Il est bon de se rappeler que la compétence a fait couler beaucoup d’encre car elle est difficilement préhensible, surtout si elle est dite « soft » donc beaucoup moins accessible et prévisible que la compétence « hard » qui répond à des standards, des règles, des normes, des lois, des principes…donc les résultats sont prévisibles, observables et ont surtout un caractère répétitif. Il est donc facile de comprendre que lorsque l’on croise la question de la compétence à celle du « soft », l’on est là en présence d’un enjeu beaucoup moins facile à accompagner que ce que la presse ou les solutions techno en tout genre veulent bien nous faire croire.
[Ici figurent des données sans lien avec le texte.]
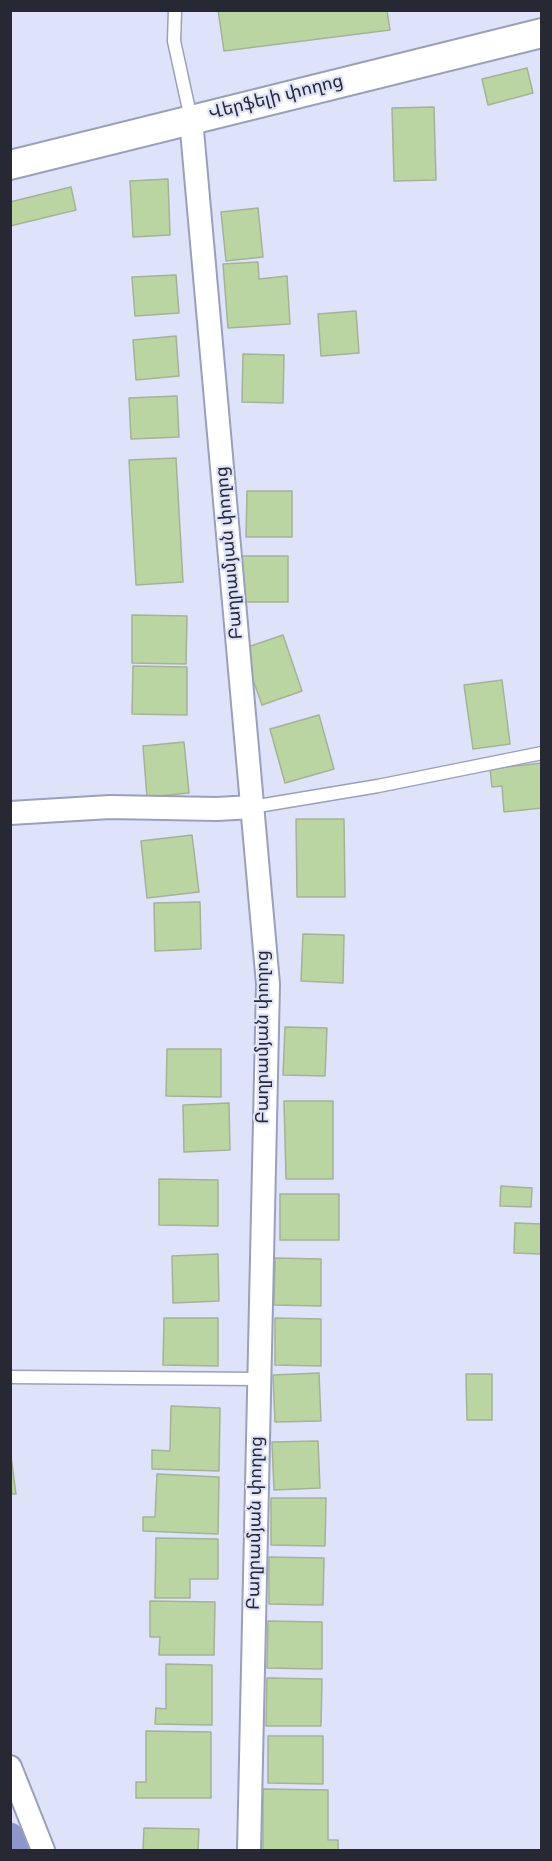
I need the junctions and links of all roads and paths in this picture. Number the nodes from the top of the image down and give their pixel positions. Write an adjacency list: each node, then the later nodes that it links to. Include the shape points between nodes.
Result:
1 (175, 10): 3 (lane, via 174,41)
2 (542, 33): 3 (street, Վերֆելի փողոց)
3 (191, 119): 4 (street, Վերֆելի փողոց); 6 (street, Բաղրամյան փողոց)
4 (10, 165)
5 (542, 753): 6 (lane)
6 (252, 807): 7 (street, via 110,807); 9 (street, Բաղրամյան փողոց, via 268,984)
7 (10, 813)
8 (10, 1377): 9 (lane)
9 (259, 1378): 12 (street, Բաղրամյան փողոց)
10 (10, 1767): 11 (street)
11 (43, 1851)
12 (249, 1851)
Les soft skills sont très intimes, relèvent autant de la personne dans sa dimension intellectuelle (comme le hard) qu’émotionnelle, sensitif, situationnel. Un rapport de l’OCDE de Janvier 2017 exprime d’ailleurs très bien cette difficulté à positionner l’enjeu des soft skills : « There is a great emphasis placed nowadays on so-called “soft skills” such as communication, teamwork, empathy, self-motivation and leadership. Some would go so far as to argue that they are just as important, if not more so, than cognitive skills. But it has to be acknowledged that there is no consensus on the definition or measurement of soft skills [2]». Alors si l’OCDE reste prudente sur une définition et surtout un impact clair des soft-skills dans l’équation gagnante des entreprises, il est en revanche possible de peut-être prendre du recul pour impulser une perspective complémentaire.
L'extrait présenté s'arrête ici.